RECORDS FOR THIS EXERCISE section start

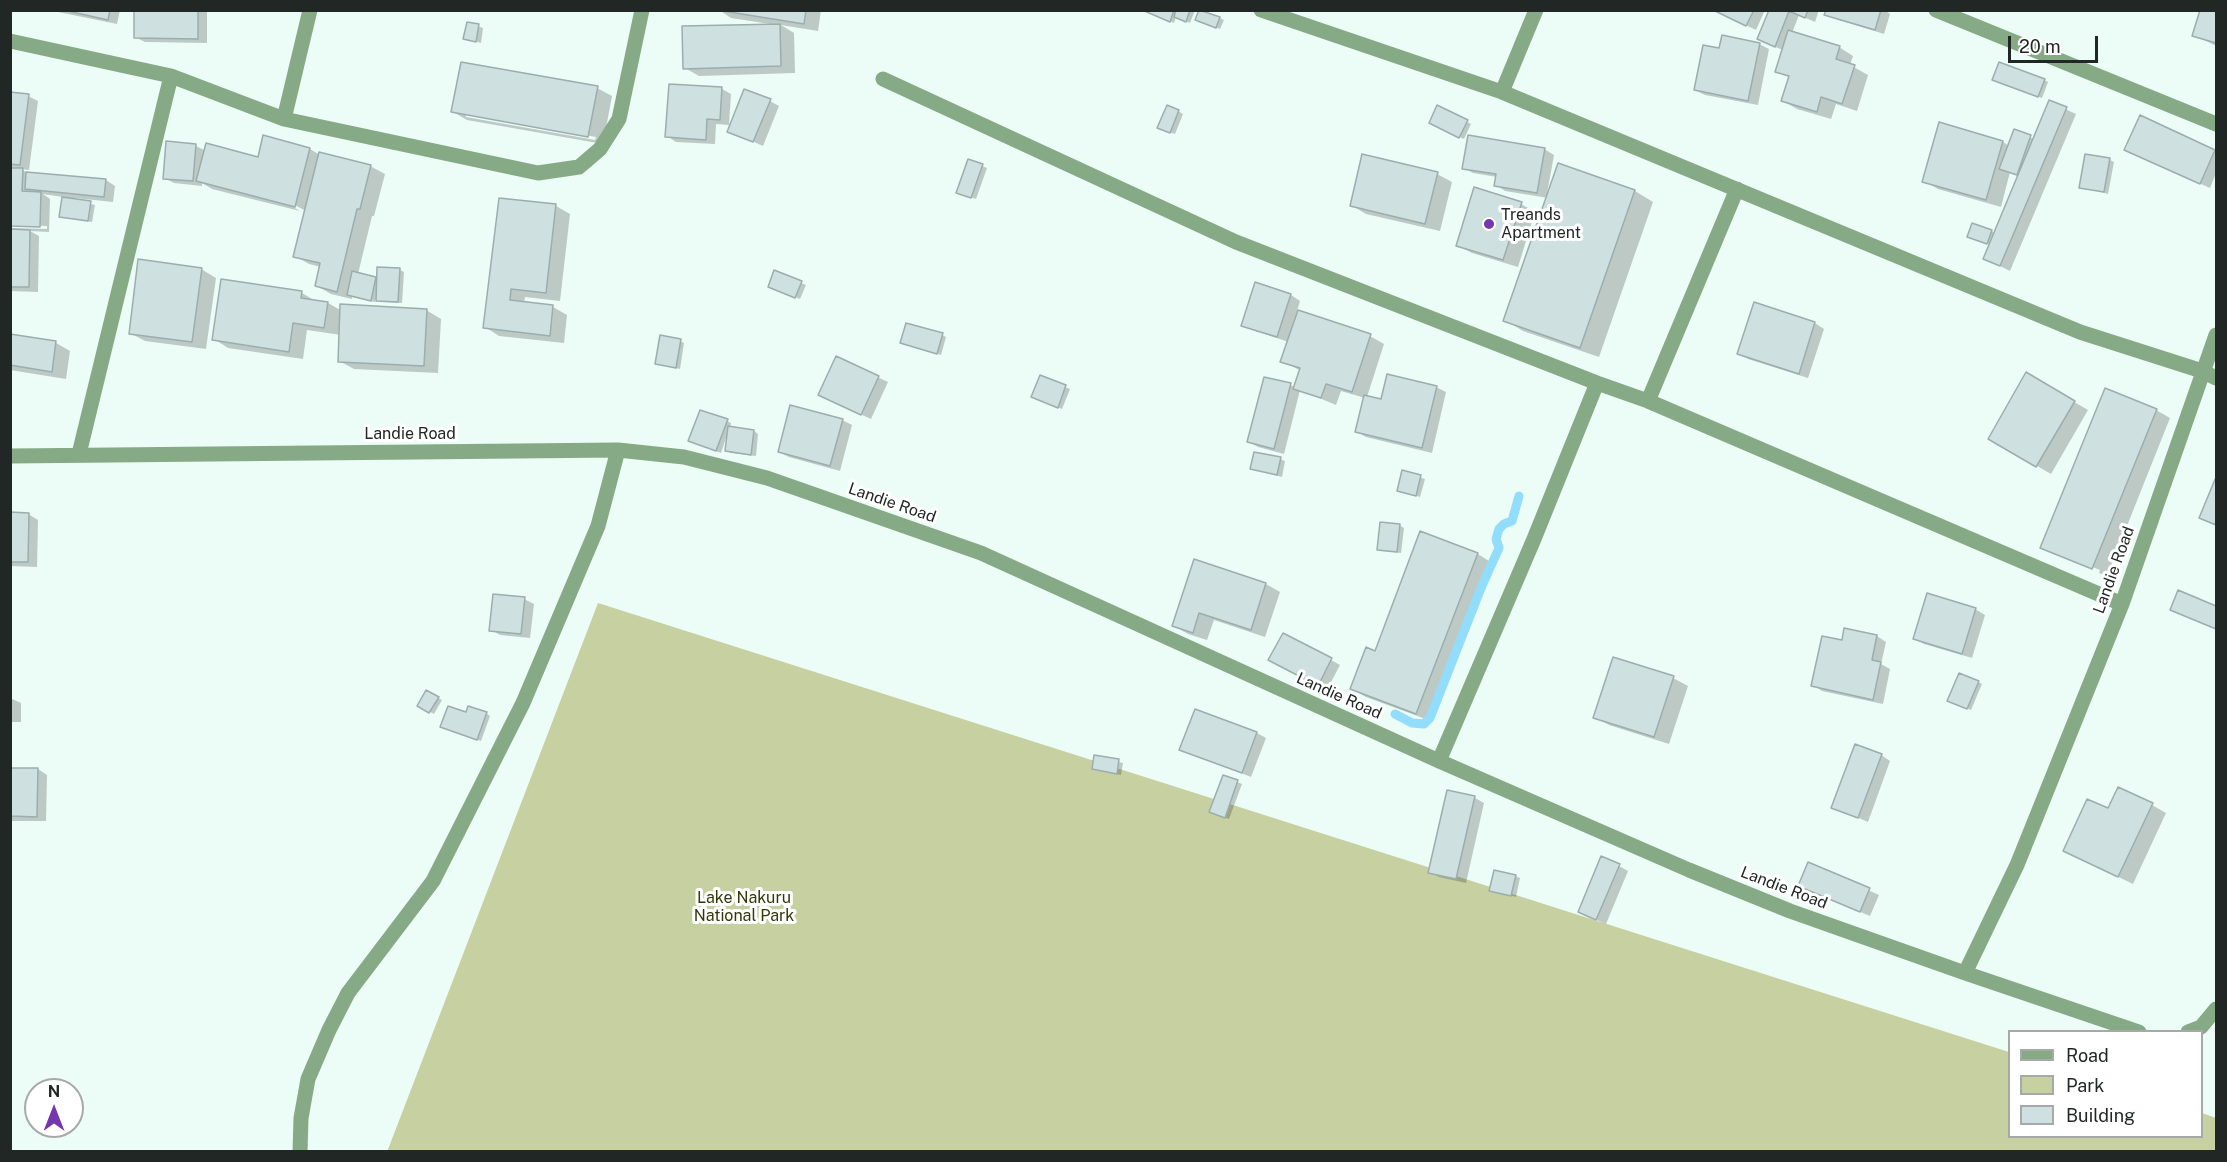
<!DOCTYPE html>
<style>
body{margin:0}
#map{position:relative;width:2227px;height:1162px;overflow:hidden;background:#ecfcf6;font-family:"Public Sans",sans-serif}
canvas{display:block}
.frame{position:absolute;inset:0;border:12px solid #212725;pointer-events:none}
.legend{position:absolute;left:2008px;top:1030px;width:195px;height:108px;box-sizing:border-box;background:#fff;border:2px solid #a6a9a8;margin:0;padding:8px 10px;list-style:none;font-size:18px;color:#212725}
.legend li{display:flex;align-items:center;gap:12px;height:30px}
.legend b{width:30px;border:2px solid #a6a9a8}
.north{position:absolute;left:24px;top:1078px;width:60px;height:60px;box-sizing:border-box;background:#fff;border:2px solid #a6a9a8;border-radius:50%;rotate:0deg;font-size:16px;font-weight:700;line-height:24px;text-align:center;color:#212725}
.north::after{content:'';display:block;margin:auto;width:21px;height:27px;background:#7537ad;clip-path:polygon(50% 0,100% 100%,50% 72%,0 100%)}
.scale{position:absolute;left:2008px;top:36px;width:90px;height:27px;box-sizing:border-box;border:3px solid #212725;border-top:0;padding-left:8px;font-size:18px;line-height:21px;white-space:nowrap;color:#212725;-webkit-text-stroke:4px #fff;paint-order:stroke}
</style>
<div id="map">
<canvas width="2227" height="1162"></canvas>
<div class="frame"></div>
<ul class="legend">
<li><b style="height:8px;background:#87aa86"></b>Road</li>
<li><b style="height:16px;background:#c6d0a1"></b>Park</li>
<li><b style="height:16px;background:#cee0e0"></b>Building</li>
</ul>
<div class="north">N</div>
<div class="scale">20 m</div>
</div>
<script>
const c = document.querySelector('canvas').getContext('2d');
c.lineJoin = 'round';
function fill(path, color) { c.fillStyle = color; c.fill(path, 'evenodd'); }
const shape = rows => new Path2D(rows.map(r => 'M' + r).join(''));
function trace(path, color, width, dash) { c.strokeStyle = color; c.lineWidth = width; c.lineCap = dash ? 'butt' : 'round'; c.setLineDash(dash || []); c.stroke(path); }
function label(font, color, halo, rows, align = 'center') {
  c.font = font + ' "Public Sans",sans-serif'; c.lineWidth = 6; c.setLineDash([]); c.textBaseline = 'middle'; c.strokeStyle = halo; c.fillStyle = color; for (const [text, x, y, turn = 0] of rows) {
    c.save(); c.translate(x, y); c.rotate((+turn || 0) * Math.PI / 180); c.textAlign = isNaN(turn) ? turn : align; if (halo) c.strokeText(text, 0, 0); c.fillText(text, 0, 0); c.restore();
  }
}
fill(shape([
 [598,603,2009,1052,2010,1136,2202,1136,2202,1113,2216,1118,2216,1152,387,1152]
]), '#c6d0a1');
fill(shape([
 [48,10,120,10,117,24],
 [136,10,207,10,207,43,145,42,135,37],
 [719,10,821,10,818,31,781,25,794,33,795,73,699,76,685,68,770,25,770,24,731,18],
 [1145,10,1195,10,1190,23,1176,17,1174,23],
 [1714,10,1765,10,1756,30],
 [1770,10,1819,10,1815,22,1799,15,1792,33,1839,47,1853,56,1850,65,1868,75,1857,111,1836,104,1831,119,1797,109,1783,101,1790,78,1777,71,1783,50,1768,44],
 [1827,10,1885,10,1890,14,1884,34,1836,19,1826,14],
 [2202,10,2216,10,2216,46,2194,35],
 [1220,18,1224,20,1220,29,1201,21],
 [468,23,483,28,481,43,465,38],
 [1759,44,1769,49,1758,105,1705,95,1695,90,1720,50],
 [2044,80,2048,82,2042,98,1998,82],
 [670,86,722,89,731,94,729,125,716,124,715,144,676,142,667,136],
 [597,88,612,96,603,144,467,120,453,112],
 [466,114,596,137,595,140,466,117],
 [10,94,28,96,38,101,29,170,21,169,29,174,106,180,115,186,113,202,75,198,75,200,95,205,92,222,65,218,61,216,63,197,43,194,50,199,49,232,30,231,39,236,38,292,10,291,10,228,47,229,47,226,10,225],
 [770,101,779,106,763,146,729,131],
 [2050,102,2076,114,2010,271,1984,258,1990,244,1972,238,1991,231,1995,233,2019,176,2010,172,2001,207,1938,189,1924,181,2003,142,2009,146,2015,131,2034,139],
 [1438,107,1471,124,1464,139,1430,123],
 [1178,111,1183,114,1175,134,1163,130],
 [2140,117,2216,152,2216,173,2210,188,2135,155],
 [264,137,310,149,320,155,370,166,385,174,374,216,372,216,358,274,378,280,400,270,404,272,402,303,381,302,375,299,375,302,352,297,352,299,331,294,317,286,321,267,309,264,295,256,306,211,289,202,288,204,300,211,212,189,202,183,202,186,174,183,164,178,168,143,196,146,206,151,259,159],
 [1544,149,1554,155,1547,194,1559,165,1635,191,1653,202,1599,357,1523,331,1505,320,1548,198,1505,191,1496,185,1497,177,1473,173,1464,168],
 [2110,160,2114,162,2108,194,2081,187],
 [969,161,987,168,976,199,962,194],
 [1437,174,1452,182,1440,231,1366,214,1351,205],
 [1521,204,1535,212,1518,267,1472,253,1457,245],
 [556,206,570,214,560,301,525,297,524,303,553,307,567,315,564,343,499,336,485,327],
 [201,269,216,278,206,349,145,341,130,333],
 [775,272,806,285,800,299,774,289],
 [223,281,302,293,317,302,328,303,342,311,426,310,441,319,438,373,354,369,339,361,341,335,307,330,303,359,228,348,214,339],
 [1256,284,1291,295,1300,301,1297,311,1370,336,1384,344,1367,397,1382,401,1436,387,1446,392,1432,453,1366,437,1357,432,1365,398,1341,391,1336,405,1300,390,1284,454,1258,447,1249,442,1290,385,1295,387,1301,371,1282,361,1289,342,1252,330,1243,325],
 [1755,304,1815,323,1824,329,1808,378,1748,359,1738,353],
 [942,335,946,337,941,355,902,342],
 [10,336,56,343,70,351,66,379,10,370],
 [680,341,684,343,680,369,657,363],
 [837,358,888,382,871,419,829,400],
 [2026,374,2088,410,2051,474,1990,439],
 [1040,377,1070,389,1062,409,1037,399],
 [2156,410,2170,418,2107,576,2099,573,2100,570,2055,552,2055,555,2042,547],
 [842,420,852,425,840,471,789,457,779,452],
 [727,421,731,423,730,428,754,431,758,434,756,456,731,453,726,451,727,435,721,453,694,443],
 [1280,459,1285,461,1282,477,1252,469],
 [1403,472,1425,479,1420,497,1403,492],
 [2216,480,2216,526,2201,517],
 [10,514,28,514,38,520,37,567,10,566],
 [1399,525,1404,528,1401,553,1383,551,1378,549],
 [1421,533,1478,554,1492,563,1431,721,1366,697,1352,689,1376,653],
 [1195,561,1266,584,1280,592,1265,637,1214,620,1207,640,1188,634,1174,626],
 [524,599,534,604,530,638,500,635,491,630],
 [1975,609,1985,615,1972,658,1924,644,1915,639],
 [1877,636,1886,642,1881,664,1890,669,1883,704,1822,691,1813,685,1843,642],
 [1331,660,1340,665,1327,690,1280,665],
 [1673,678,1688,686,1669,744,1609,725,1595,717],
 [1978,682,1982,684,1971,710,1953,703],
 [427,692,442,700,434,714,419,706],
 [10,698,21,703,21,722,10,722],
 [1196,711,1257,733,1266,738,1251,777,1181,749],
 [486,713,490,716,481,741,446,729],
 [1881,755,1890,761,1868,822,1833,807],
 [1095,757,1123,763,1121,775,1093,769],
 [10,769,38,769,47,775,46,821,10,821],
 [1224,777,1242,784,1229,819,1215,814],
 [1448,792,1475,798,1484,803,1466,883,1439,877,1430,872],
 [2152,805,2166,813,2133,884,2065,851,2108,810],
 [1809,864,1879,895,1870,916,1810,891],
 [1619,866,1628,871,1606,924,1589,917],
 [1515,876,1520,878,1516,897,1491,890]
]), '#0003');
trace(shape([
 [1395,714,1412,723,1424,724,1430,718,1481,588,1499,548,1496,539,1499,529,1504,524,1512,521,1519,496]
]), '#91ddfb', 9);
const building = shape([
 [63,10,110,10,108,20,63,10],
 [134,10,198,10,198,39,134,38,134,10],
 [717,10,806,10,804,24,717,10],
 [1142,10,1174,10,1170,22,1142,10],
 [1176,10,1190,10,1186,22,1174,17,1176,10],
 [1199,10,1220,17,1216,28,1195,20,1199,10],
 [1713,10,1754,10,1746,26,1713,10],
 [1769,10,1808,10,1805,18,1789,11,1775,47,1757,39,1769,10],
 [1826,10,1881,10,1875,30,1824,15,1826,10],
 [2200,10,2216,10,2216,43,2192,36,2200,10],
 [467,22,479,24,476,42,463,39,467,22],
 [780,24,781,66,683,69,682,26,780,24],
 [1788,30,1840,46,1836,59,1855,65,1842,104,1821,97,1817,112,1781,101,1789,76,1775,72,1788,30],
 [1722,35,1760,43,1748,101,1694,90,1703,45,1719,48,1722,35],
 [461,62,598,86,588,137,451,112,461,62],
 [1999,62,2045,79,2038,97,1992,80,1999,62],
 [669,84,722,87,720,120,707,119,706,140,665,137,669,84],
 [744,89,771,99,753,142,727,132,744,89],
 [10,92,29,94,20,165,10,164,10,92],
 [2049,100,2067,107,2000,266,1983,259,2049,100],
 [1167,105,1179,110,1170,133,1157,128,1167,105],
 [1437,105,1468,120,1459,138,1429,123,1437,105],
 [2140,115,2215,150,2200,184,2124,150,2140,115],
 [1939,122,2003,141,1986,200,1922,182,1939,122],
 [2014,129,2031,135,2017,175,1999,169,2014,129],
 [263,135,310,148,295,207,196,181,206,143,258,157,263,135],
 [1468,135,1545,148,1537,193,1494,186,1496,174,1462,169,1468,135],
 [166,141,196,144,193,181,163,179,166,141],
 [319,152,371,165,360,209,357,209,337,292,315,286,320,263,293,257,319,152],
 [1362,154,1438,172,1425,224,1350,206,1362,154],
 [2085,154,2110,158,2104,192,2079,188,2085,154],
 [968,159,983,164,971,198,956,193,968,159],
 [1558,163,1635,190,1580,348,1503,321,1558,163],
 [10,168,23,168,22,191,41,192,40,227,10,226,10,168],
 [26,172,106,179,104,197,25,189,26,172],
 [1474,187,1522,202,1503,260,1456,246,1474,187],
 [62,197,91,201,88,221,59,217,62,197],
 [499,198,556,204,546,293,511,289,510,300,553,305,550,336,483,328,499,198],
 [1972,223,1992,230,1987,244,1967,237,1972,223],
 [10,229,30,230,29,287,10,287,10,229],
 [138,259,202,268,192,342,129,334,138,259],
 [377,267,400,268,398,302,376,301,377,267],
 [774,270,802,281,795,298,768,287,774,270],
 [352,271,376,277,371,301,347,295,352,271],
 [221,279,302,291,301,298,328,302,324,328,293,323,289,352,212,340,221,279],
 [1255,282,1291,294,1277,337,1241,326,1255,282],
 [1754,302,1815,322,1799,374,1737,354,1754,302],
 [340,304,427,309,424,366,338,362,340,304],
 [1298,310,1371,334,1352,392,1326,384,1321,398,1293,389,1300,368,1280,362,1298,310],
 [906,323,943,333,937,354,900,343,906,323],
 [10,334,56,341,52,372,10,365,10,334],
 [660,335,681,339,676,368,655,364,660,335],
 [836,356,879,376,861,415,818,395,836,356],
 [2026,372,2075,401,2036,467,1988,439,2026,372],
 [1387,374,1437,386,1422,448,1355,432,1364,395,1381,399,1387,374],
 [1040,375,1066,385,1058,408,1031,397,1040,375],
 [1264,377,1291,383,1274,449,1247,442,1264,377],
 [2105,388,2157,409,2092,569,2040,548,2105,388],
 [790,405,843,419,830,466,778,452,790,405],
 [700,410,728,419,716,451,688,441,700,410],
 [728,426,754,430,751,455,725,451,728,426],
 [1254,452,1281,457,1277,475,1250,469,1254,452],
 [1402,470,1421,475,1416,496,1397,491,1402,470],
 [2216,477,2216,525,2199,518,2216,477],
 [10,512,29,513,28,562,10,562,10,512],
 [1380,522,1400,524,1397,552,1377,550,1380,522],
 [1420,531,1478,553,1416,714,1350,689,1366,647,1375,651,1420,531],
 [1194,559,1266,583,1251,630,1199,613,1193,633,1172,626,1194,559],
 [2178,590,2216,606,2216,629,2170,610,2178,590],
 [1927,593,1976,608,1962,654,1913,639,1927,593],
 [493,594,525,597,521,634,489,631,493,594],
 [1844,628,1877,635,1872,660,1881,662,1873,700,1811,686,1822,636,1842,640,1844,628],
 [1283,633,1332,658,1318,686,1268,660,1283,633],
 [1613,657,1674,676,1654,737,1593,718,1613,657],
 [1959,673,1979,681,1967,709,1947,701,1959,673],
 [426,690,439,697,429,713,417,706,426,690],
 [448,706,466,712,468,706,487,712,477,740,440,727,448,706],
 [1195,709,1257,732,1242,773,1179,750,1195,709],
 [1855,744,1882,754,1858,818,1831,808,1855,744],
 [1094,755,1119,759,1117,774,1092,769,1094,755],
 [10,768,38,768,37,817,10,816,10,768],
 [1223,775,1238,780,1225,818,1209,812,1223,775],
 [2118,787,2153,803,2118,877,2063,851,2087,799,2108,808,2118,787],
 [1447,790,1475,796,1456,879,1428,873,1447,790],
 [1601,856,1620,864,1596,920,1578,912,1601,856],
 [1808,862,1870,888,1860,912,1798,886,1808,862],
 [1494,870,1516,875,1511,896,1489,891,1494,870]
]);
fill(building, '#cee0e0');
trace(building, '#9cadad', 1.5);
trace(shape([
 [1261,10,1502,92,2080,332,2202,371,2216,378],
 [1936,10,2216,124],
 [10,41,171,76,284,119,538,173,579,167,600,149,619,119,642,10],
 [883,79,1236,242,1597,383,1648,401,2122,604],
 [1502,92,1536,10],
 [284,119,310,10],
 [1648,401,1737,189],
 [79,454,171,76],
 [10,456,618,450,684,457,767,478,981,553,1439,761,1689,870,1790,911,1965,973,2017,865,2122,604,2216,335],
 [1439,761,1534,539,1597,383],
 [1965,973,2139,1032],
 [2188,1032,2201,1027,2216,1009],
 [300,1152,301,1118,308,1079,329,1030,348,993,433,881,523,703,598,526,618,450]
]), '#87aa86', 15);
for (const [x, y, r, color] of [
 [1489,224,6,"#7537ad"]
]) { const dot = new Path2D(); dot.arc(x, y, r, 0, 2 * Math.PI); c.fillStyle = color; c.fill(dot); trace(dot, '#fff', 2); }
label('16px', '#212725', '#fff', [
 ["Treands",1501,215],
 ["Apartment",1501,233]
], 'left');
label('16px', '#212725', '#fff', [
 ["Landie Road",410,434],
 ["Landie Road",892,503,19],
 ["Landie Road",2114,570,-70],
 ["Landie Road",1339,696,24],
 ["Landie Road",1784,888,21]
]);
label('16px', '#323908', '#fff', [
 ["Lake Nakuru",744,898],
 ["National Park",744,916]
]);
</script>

RECORDS FOR THIS EXERCISE section end

YOUR OBJECTIVE » Please return only the lines from the top of the data through the line with "function label(font, color, halo, rows, align", exactly as written, and drop every picture.

COMPLETED EXERCISE »
<!DOCTYPE html>
<style>
body{margin:0}
#map{position:relative;width:2227px;height:1162px;overflow:hidden;background:#ecfcf6;font-family:"Public Sans",sans-serif}
canvas{display:block}
.frame{position:absolute;inset:0;border:12px solid #212725;pointer-events:none}
.legend{position:absolute;left:2008px;top:1030px;width:195px;height:108px;box-sizing:border-box;background:#fff;border:2px solid #a6a9a8;margin:0;padding:8px 10px;list-style:none;font-size:18px;color:#212725}
.legend li{display:flex;align-items:center;gap:12px;height:30px}
.legend b{width:30px;border:2px solid #a6a9a8}
.north{position:absolute;left:24px;top:1078px;width:60px;height:60px;box-sizing:border-box;background:#fff;border:2px solid #a6a9a8;border-radius:50%;rotate:0deg;font-size:16px;font-weight:700;line-height:24px;text-align:center;color:#212725}
.north::after{content:'';display:block;margin:auto;width:21px;height:27px;background:#7537ad;clip-path:polygon(50% 0,100% 100%,50% 72%,0 100%)}
.scale{position:absolute;left:2008px;top:36px;width:90px;height:27px;box-sizing:border-box;border:3px solid #212725;border-top:0;padding-left:8px;font-size:18px;line-height:21px;white-space:nowrap;color:#212725;-webkit-text-stroke:4px #fff;paint-order:stroke}
</style>
<div id="map">
<canvas width="2227" height="1162"></canvas>
<div class="frame"></div>
<ul class="legend">
<li><b style="height:8px;background:#87aa86"></b>Road</li>
<li><b style="height:16px;background:#c6d0a1"></b>Park</li>
<li><b style="height:16px;background:#cee0e0"></b>Building</li>
</ul>
<div class="north">N</div>
<div class="scale">20 m</div>
</div>
<script>
const c = document.querySelector('canvas').getContext('2d');
c.lineJoin = 'round';
function fill(path, color) { c.fillStyle = color; c.fill(path, 'evenodd'); }
const shape = rows => new Path2D(rows.map(r => 'M' + r).join(''));
function trace(path, color, width, dash) { c.strokeStyle = color; c.lineWidth = width; c.lineCap = dash ? 'butt' : 'round'; c.setLineDash(dash || []); c.stroke(path); }
function label(font, color, halo, rows, align = 'center') {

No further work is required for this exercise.